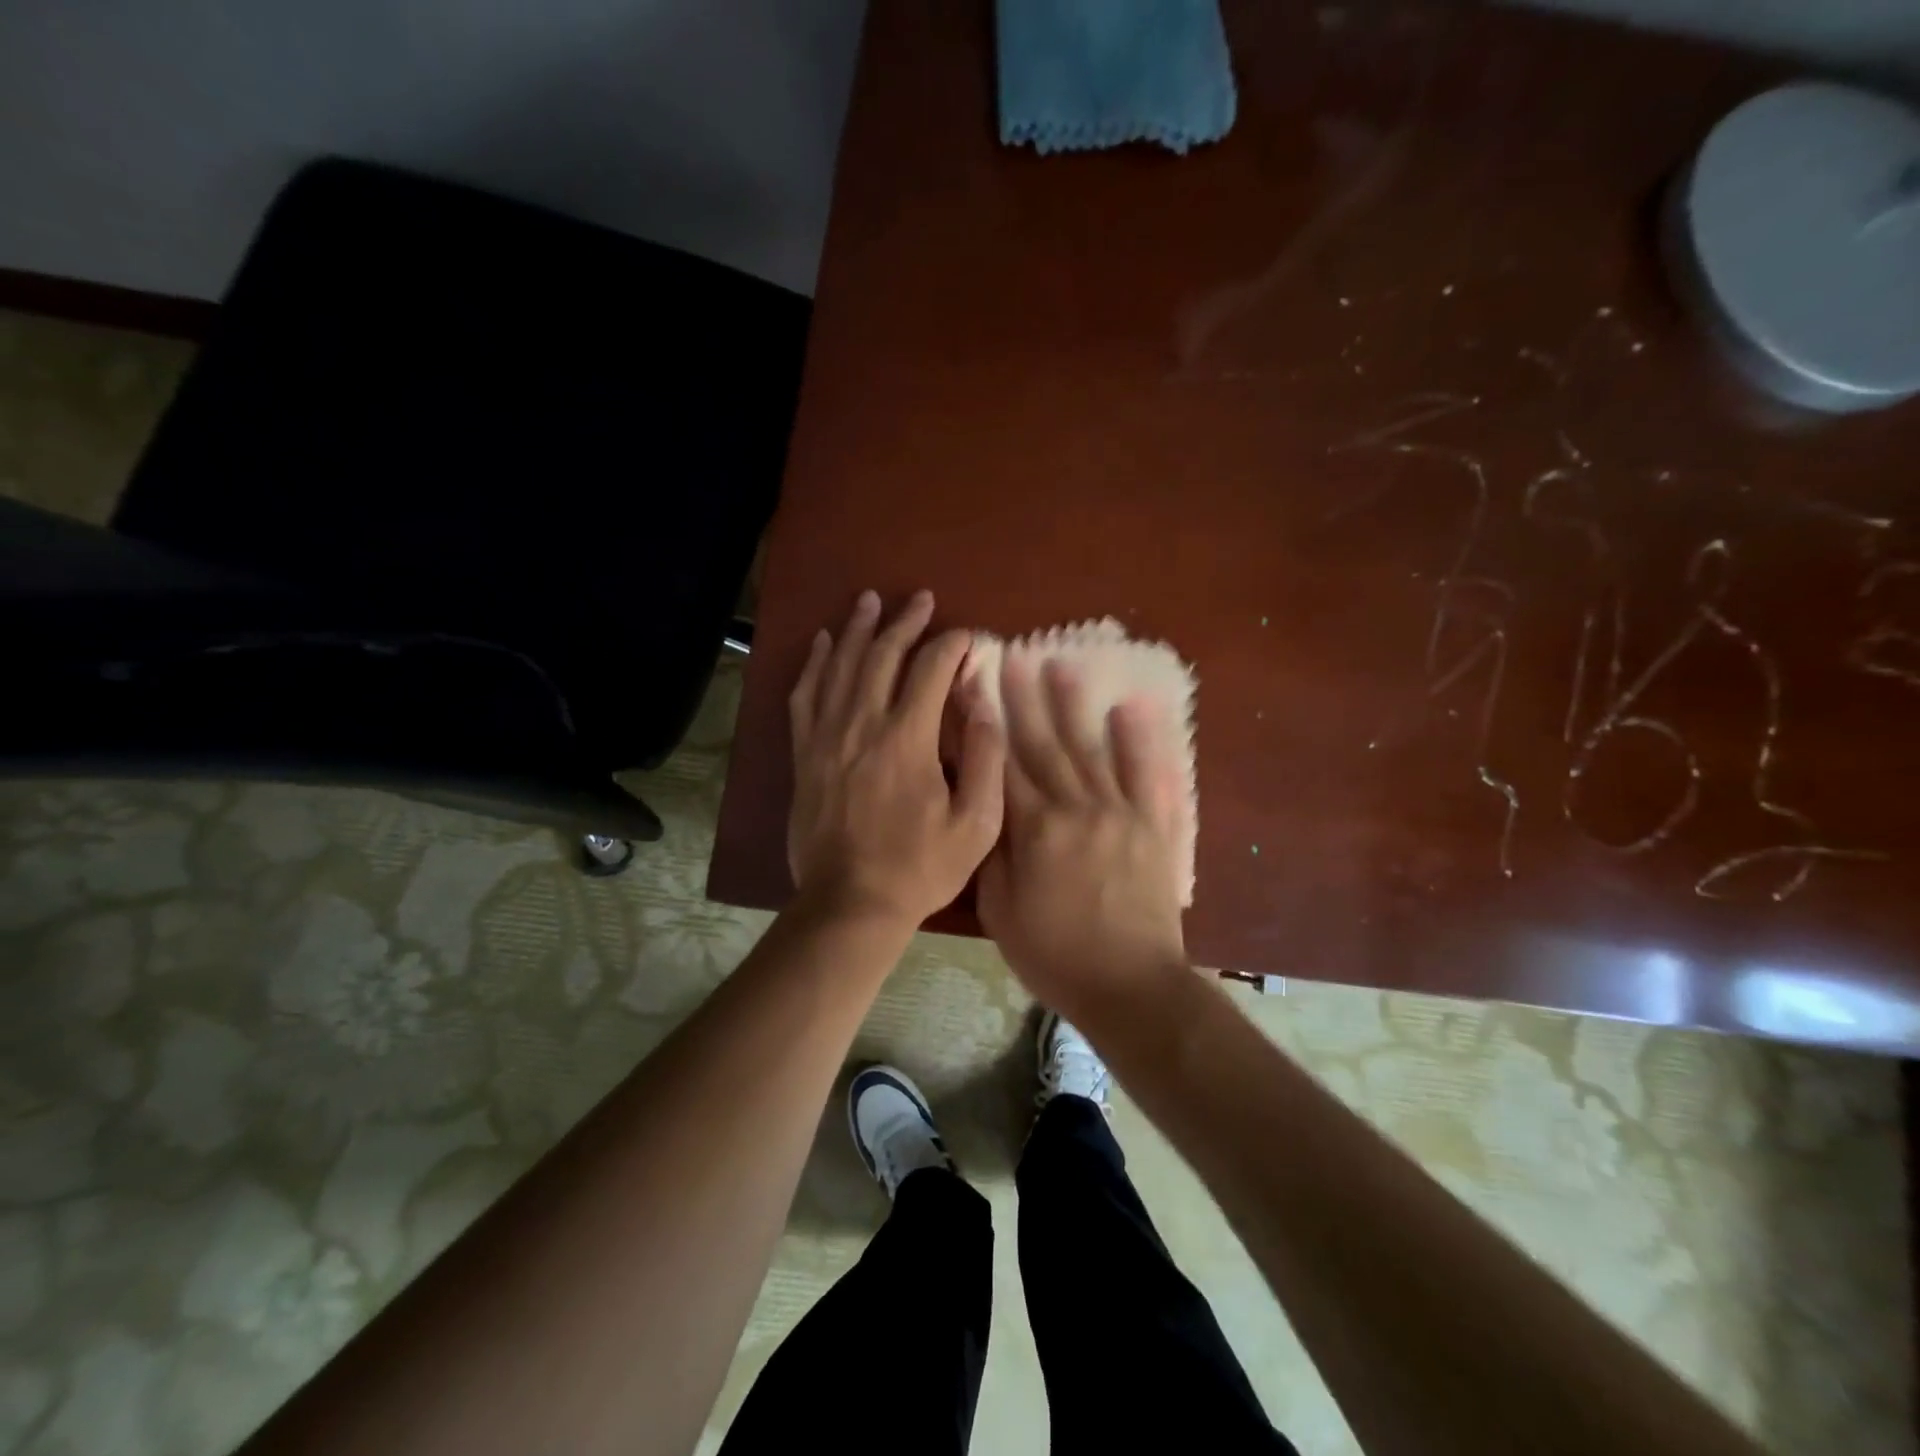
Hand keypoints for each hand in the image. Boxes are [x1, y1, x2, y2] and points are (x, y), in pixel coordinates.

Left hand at [787, 589, 1005, 929]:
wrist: (850, 903)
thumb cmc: (919, 868)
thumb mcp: (975, 824)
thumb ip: (985, 760)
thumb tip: (984, 706)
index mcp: (907, 739)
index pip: (931, 670)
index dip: (952, 645)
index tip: (968, 636)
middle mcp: (863, 725)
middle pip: (882, 656)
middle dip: (904, 622)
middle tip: (920, 599)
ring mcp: (827, 737)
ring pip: (840, 666)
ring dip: (857, 629)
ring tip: (869, 600)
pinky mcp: (805, 755)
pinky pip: (805, 696)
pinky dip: (815, 664)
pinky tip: (823, 643)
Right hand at [978, 658, 1187, 1022]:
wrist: (1130, 984)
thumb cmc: (1055, 954)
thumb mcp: (1001, 911)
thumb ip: (992, 854)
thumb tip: (984, 806)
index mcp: (1034, 829)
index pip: (1002, 764)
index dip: (986, 724)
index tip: (974, 689)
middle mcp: (1075, 807)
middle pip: (1044, 744)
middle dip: (1024, 699)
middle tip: (1014, 657)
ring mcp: (1119, 811)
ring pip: (1091, 748)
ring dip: (1073, 705)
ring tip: (1060, 664)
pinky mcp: (1153, 824)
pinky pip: (1147, 773)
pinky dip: (1139, 739)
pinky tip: (1130, 707)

* * * *

EXERCISE DETAILS — For the word "index", find every line in the data that holds it and copy that line.

RESULT OF THE EXERCISE —
index mcp: (907, 739)
index pip: (931, 670)
index dip: (952, 645)
index tip: (968, 636)
index mcp: (1034, 829)
index pip: (1002, 764)
index dip: (986, 724)
index tip: (974, 689)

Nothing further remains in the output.